▶ _Task directions_
Each line of the data below either holds "Дачна" or does not. Report how many do, and only that.

Saved data entries
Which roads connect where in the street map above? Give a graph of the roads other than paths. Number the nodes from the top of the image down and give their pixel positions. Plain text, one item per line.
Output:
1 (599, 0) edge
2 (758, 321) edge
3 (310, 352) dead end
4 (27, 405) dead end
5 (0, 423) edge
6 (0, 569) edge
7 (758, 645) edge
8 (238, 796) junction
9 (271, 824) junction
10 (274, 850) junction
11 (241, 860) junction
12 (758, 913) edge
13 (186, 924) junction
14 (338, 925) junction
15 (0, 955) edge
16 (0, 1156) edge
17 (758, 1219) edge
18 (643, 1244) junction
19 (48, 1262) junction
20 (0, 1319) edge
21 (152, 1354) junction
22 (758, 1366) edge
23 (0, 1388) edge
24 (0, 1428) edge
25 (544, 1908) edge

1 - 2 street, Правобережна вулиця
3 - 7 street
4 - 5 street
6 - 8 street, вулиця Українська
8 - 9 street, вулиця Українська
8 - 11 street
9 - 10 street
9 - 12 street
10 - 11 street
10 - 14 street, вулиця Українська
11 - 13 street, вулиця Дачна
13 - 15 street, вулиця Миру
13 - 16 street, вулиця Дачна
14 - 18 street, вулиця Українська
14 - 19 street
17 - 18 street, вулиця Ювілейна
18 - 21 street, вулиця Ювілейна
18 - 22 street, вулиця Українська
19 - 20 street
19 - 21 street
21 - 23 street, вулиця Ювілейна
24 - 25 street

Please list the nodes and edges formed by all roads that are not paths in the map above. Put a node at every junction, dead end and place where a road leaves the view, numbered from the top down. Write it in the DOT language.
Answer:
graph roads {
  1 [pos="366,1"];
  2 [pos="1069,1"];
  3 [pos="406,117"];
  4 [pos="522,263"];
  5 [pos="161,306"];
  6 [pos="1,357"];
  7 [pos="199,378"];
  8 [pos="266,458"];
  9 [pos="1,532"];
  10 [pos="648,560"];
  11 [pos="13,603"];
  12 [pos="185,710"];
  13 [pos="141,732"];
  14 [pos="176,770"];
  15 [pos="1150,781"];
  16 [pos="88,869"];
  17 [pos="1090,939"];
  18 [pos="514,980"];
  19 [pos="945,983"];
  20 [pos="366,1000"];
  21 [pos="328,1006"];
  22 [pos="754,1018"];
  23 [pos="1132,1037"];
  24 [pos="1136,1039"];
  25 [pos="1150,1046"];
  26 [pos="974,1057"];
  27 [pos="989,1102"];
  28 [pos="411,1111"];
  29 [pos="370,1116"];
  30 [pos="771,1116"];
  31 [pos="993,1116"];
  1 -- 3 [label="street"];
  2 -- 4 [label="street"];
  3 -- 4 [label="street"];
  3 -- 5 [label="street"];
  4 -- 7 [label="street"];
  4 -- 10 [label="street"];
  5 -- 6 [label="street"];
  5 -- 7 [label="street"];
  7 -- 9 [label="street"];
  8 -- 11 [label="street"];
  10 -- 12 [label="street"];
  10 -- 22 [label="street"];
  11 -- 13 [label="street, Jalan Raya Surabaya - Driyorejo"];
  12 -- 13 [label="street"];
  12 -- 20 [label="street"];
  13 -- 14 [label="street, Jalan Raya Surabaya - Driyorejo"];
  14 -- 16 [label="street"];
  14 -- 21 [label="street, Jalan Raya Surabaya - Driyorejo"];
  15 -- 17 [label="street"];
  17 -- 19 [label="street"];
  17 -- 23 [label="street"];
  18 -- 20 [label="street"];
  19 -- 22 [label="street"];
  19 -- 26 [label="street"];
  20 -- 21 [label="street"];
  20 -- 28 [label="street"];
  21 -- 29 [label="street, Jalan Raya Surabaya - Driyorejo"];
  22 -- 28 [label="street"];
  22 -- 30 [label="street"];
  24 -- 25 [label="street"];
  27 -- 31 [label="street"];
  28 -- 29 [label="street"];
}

▶ _Response to the exercise_
2